The second vulnerability is a DOM-based XSS on Google Play. DOM-based XSS vulnerabilities usually arise when JavaScript takes data from an attacker-controllable source, such as the URL, and passes it to a sink that supports dynamic code execution, such as eval() or innerHTML. This allows hackers to implement malicious JavaScript, which typically paves a way to hijack other users’ accounts.

The researcher explained in his blog that the CSP would mitigate the Google Play XSS vulnerability. Yet, Google still preferred to reward the bug discovery with a hefty bounty of $3,133.70 for the DevSite bug and $5,000 for the vulnerability in Google Play. 
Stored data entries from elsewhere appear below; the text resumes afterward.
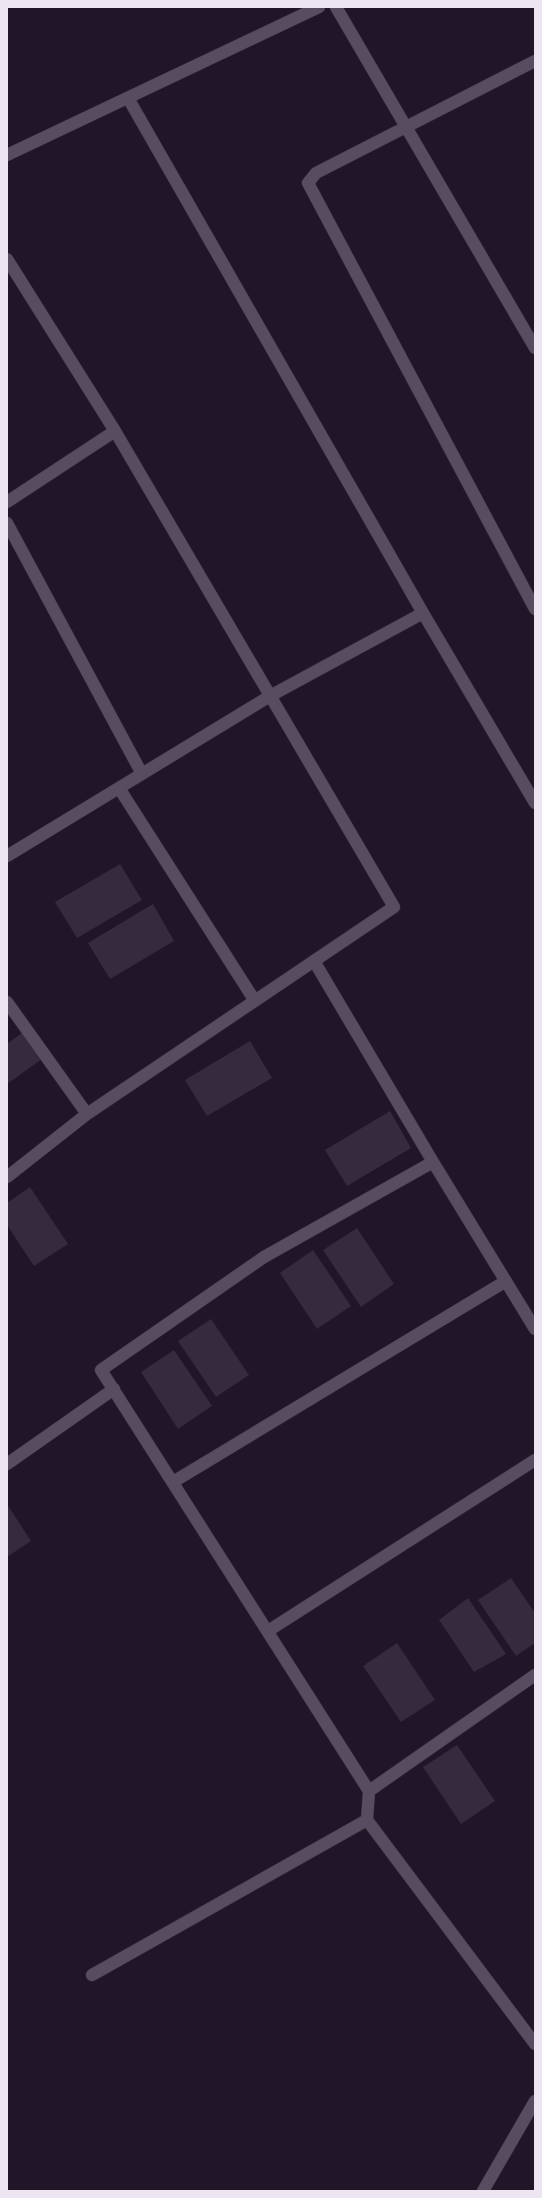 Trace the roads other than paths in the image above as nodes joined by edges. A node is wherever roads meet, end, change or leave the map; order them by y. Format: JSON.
{"nodes":[{"id":1,"x":319,"y":7,"type":"edge"},
{"id":2,"x":336,"y":7,"type":"edge"},
{"id":3,"x":535,"y":61,"type":"edge"},
{"id":4,"x":128,"y":98,"type":"junction"},
{"id":5,"x":406,"y":128,"type":"junction"},
{"id":6,"x":7,"y":155,"type":"edge"},
{"id":7,"x":7,"y":259,"type":"edge"},
{"id":8,"x":535,"y":348,"type":"edge"},
{"id":9,"x":115,"y":431,"type":"junction"},
{"id":10,"x":7,"y":502,"type":"edge"},
{"id":11,"x":7,"y":523,"type":"edge"},
{"id":12,"x":535,"y":609,"type":"edge"},
{"id":13,"x":423,"y":613,"type":"junction"},
{"id":14,"x":270,"y":696,"type":"junction"},
{"id":15,"x":142,"y":774,"type":"junction"},
{"id":16,"x":119,"y":788,"type":"junction"},
{"id":17,"x":535,"y":803,"type":"edge"},
{"id":18,"x":7,"y":856,"type":"edge"},
{"id":19,"x":314,"y":961,"type":"junction"},
{"id":20,"x":255,"y":1001,"type":"junction"},
{"id":21,"x":7,"y":1002,"type":"edge"},
{"id":22,"x":87,"y":1114,"type":"junction"},
{"id":23,"x":433,"y":1162,"type":"junction"},
{"id":24,"x":7,"y":1177,"type":"edge"},
{"id":25,"x":506,"y":1281,"type":"junction"},
{"id":26,"x":535,"y":1329,"type":"edge"},
{"id":27,"x":114,"y":1389,"type":"junction"},
{"id":28,"x":535,"y":1460,"type":"edge"},
{"id":29,"x":7,"y":1464,"type":"edge"},
{"id":30,"x":173,"y":1482,"type":"junction"},
{"id":31,"x":268,"y":1631,"type":"junction"},
{"id":32,"x":535,"y":1674,"type":"edge"},
{"id":33,"x":370,"y":1792,"type":"junction"},
{"id":34,"x":367,"y":1820,"type":"junction"},
{"id":35,"x":92,"y":1975,"type":"dead end"},
{"id":36,"x":535,"y":2044,"type":"edge"},
{"id":37,"x":535,"y":2101,"type":"edge"},
{"id":38,"x":483,"y":2191,"type":"edge"}],
"edges":[{"from":1,"to":4,"type":"street"},
{"from":2,"to":5,"type":"street"},
{"from":3,"to":5,"type":"street"},
{"from":4,"to":6,"type":"street"},
{"from":4,"to":13,"type":"street"},
{"from":5,"to":8,"type":"street"},
{"from":5,"to":12,"type":"street"},
{"from":7,"to":9,"type":"street"},
{"from":9,"to":10,"type":"street"},
{"from":9,"to":14,"type":"street"},
{"from":11,"to":15,"type":"street"},
{"from":13,"to":14,"type":"street"},
{"from":13,"to":17,"type":"street"},
{"from":14,"to":15,"type":"street"},
{"from":14,"to":19,"type":"street"},
{"from":15,"to":16,"type":"street"},
{"from":16,"to":18,"type":"street"},
{"from":16,"to":20,"type":"street"},
{"from":19,"to":20,"type":"street"},
{"from":19,"to":23,"type":"street"},
{"from":20,"to":22,"type":"street"},
{"from":21,"to":22,"type":"street"},
{"from":22,"to":24,"type":"street"},
{"from":23,"to":25,"type":"street"},
{"from":23,"to":27,"type":"street"},
{"from":25,"to":26,"type":"street"},
{"from":25,"to":30,"type":"street"},
{"from":27,"to":29,"type":"street"},
{"from":27,"to":30,"type":"street"},
{"from":28,"to":31,"type":"street"},
{"from":30,"to":31,"type":"street"},
{"from":31,"to":33,"type":"street"},
{"from":32,"to":33,"type":"street"},
{"from":33,"to":34,"type":"street"},
{"from":34,"to":35,"type":"street"},
{"from":34,"to":36,"type":"street"},
{"from":37,"to":38,"type":"street"}]} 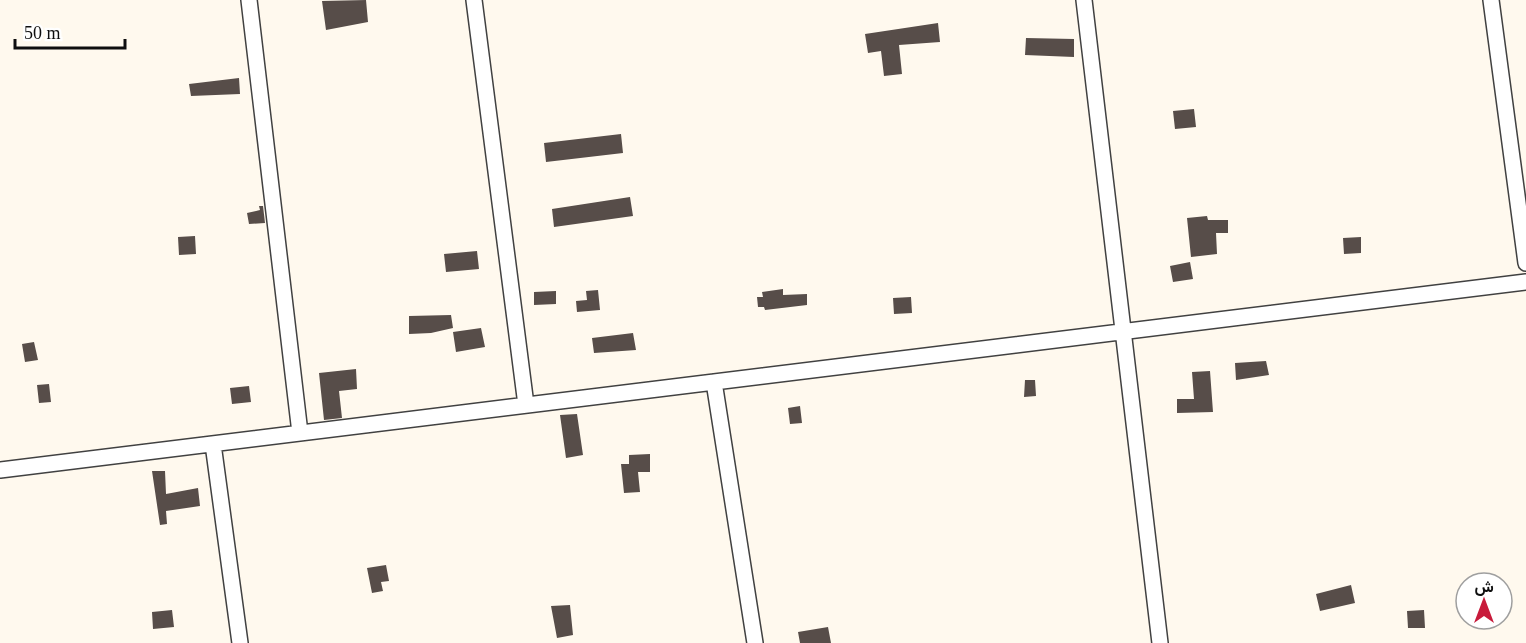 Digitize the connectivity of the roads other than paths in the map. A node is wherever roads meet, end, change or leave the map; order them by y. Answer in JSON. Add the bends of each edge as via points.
{"nodes":[{"id":1,"x":249,"y":0,"type":"edge"},
{"id":2,"x":474,"y":0,"type":"edge"},
{"id":3,"x":1084,"y":0,"type":"edge"},
{"id":4,"x":1491,"y":0,"type":"edge"},
{"id":5,"x":1526,"y":263,"type":"edge"},
{"id":6,"x":1526,"y":282,"type":"edge"},
{"id":7,"x":1124,"y":332,"type":"junction"},
{"id":8,"x":714,"y":382,"type":"junction"},
{"id":9,"x":526,"y":405,"type":"junction"},
{"id":10,"x":300,"y":433,"type":"junction"},
{"id":11,"x":213,"y":444,"type":"junction"},
{"id":12,"x":0,"y":470,"type":"edge"},
{"id":13,"x":240,"y":643,"type":"edge"},
{"id":14,"x":755,"y":643,"type":"edge"},
{"id":15,"x":1160,"y":643,"type":"edge"}],
"edges":[{"from":1,"to":10,"type":"street"},
{"from":2,"to":9,"type":"street"},
{"from":3,"to":7,"type":"street"},
{"from":4,"to":5,"type":"street"},
{"from":6,"to":7,"type":"street"},
{"from":7,"to":8,"type":"street"},
{"from":7,"to":15,"type":"street"},
{"from":8,"to":9,"type":"street"},
{"from":8,"to":14,"type":"street"},
{"from":9,"to":10,"type":"street"},
{"from":10,"to":11,"type":"street"},
{"from":11,"to":12,"type":"street"},
{"from":11,"to":13,"type":"street"}]} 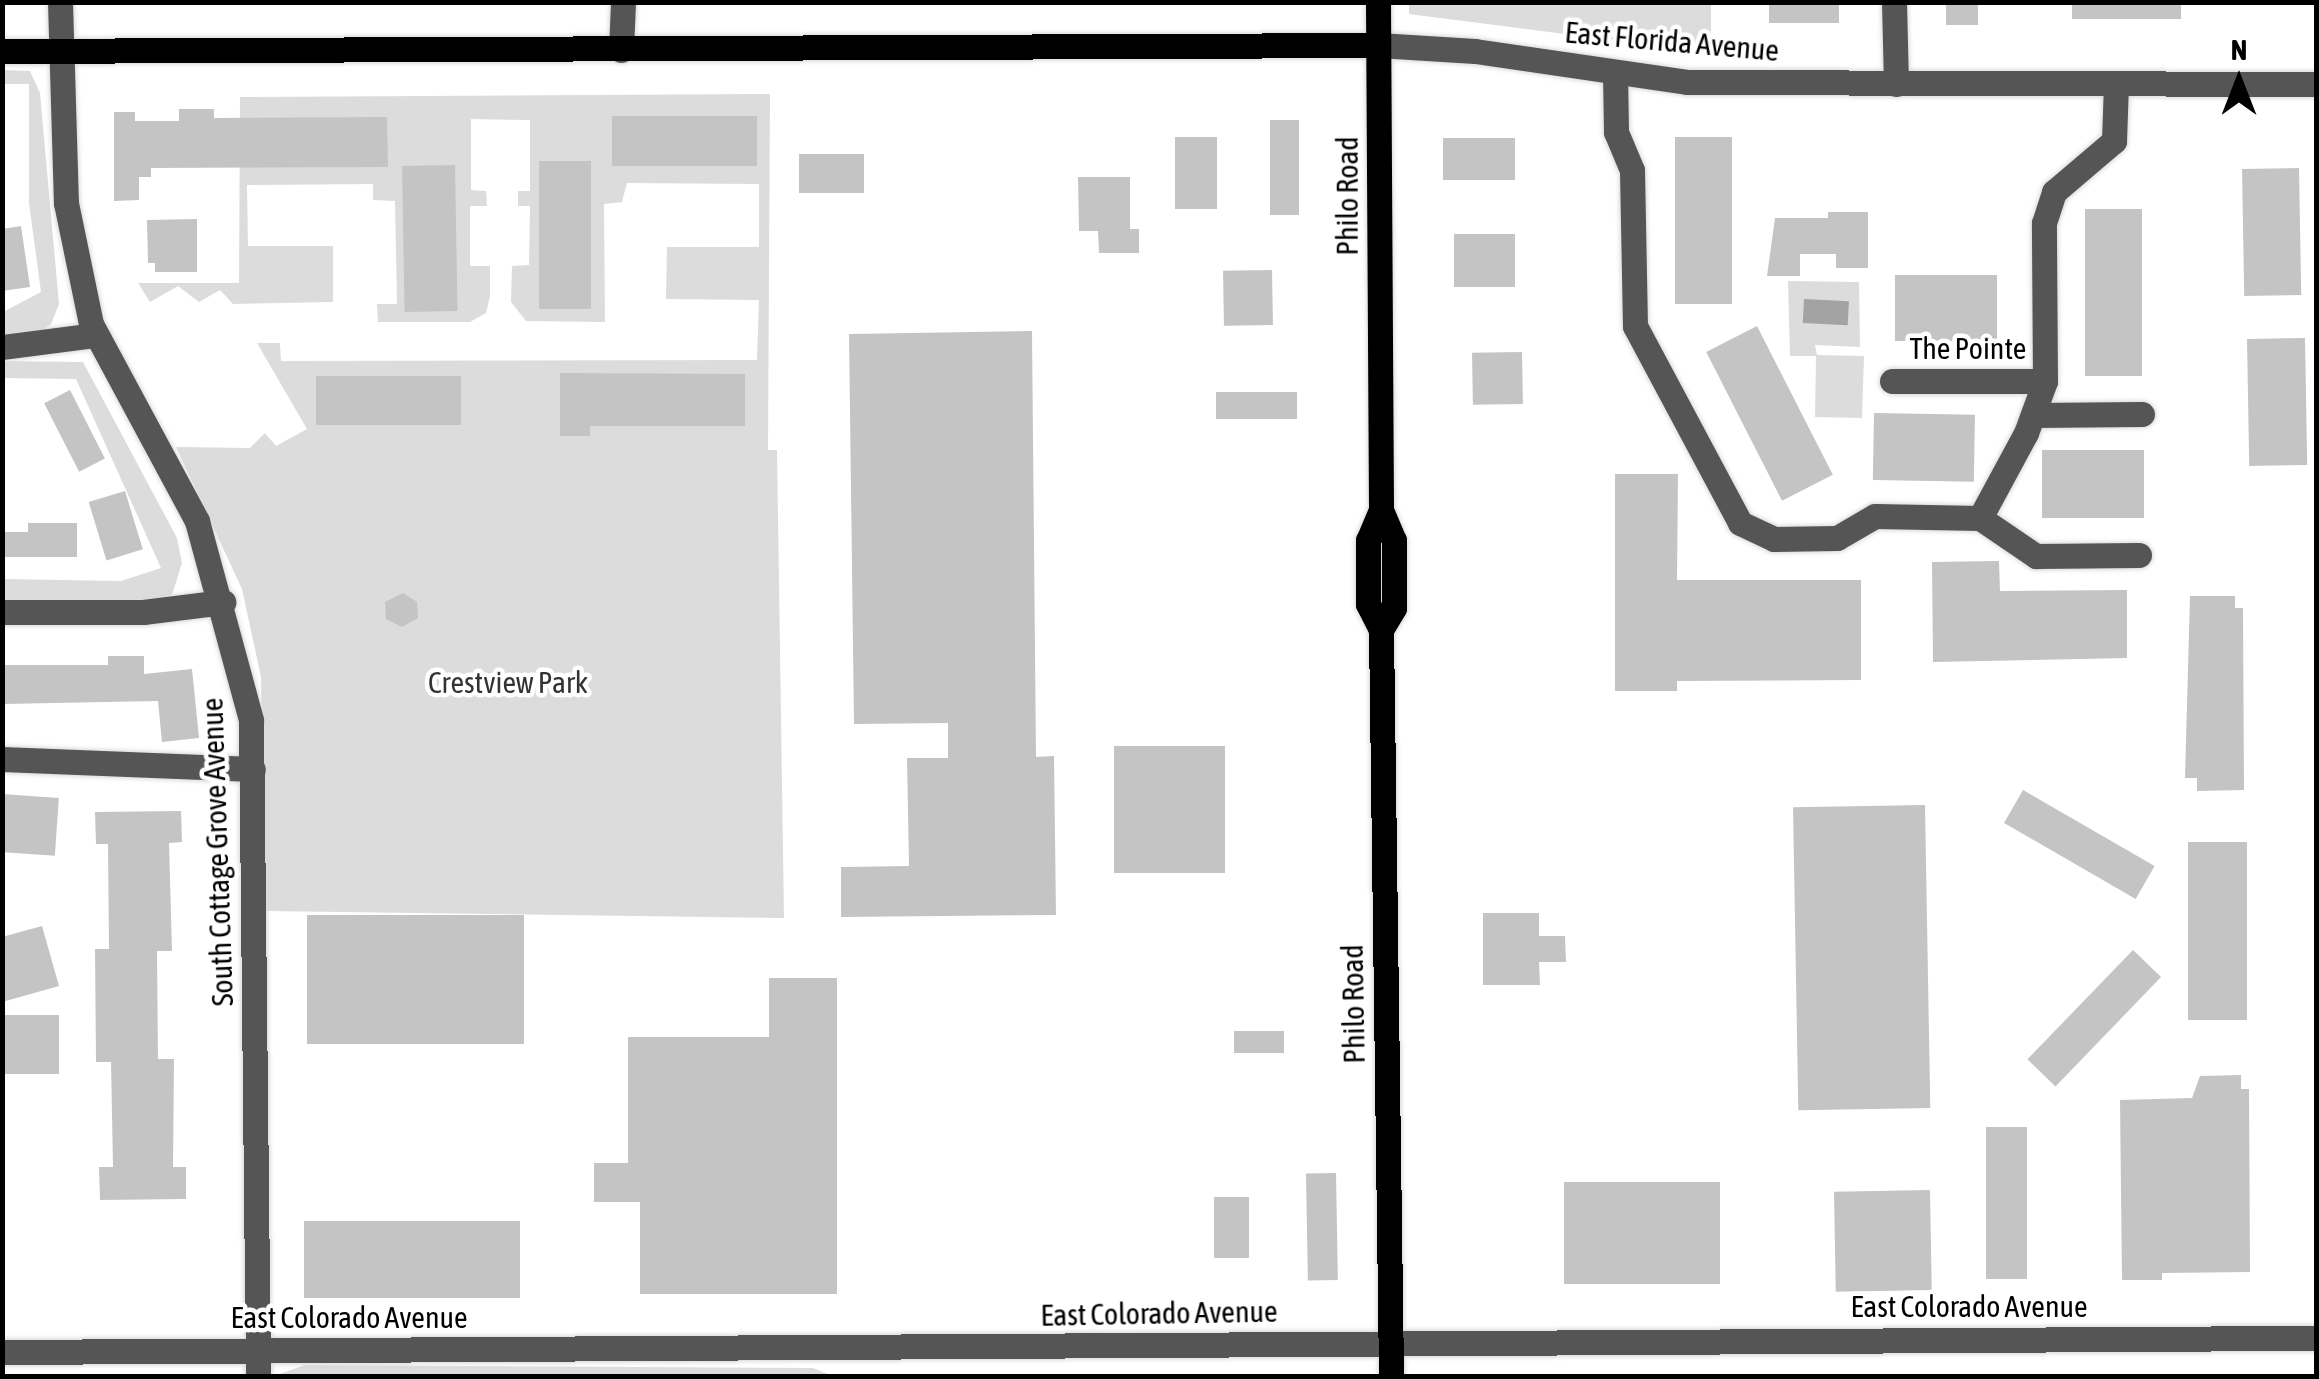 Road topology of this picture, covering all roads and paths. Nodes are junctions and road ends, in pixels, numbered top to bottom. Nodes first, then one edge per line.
1 (60, 2) edge
2 (622, 2) edge
3 (1378, 2) edge
4 (1894, 2) edge
5 (1378, 44) junction
6 (61, 50) junction
7 (621, 50) junction
8 (2, 51) edge
9 (1615, 74) junction
10 (1896, 84) junction
11 (2116, 84) junction
12 (2316, 84) edge
13 (95, 335) junction
14 (2, 347) edge
15 (1892, 381) dead end
16 (2045, 381) junction
17 (2142, 414) dead end
18 (2032, 415) junction
19 (1980, 518) junction
20 (2139, 555) dead end
21 (223, 602) junction
22 (2, 612) edge
23 (2, 760) edge
24 (253, 769) junction
25 (2316, 1338) edge
26 (1390, 1343) junction
27 (258, 1350) junction
28 (2, 1352) edge
29 (258, 1376) edge
30 (1391, 1376) edge

1 - 6 street, South Cottage Grove Avenue
2 - 7 street
3 - 5 main road, Philo Road
4 - 10 street
5 - 7 main road, East Florida Avenue
5 - 9 street, East Florida Avenue
5 - 26 main road, Philo Road
6 - 7 main road, East Florida Avenue
6 - 8 main road, East Florida Avenue
6 - 13 street, South Cottage Grove Avenue
9 - 10 street, East Florida Avenue
9 - 19 street
10 - 11 street, East Florida Avenue
11 - 12 street, East Florida Avenue
11 - 16 street
13 - 14 street
13 - 21 street, South Cottage Grove Avenue
15 - 16 street, The Pointe
16 - 18 street
17 - 18 street
18 - 19 street
19 - 20 street
21 - 22 street
21 - 24 street, South Cottage Grove Avenue
23 - 24 street
24 - 27 street, South Cottage Grove Avenue
25 - 26 street, East Colorado Avenue
26 - 27 street, East Colorado Avenue
26 - 30 main road, Philo Road
27 - 28 street, East Colorado Avenue
27 - 29 street, South Cottage Grove Avenue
“On the search page of [the] Google Play console vulnerable code was run when the search resulted in an error. Getting an error was simple as doing /?search=& and because window.location includes the hash which never encodes ' it’s possible to escape the href context and set other html attributes. Unlike the DevSite XSS this is prevented by the CSP but was still awarded more by the panel,” the researcher added. 

Last year in November, a researcher at Persistent System unearthed cross-site scripting (XSS) vulnerability in Chrome’s ‘New Tab’ page (NTP) that allowed hackers to run arbitrary JavaScript code. The hackers exploited the vulnerability by sending an HTML file to the target that contained a cross-site request forgery (CSRF). 

If the target opened the file, the CSRF script started operating and the query was stored in the browser’s search history. When the user opened an NTP for a second time and clicked on the Google search bar, the malicious code was triggered.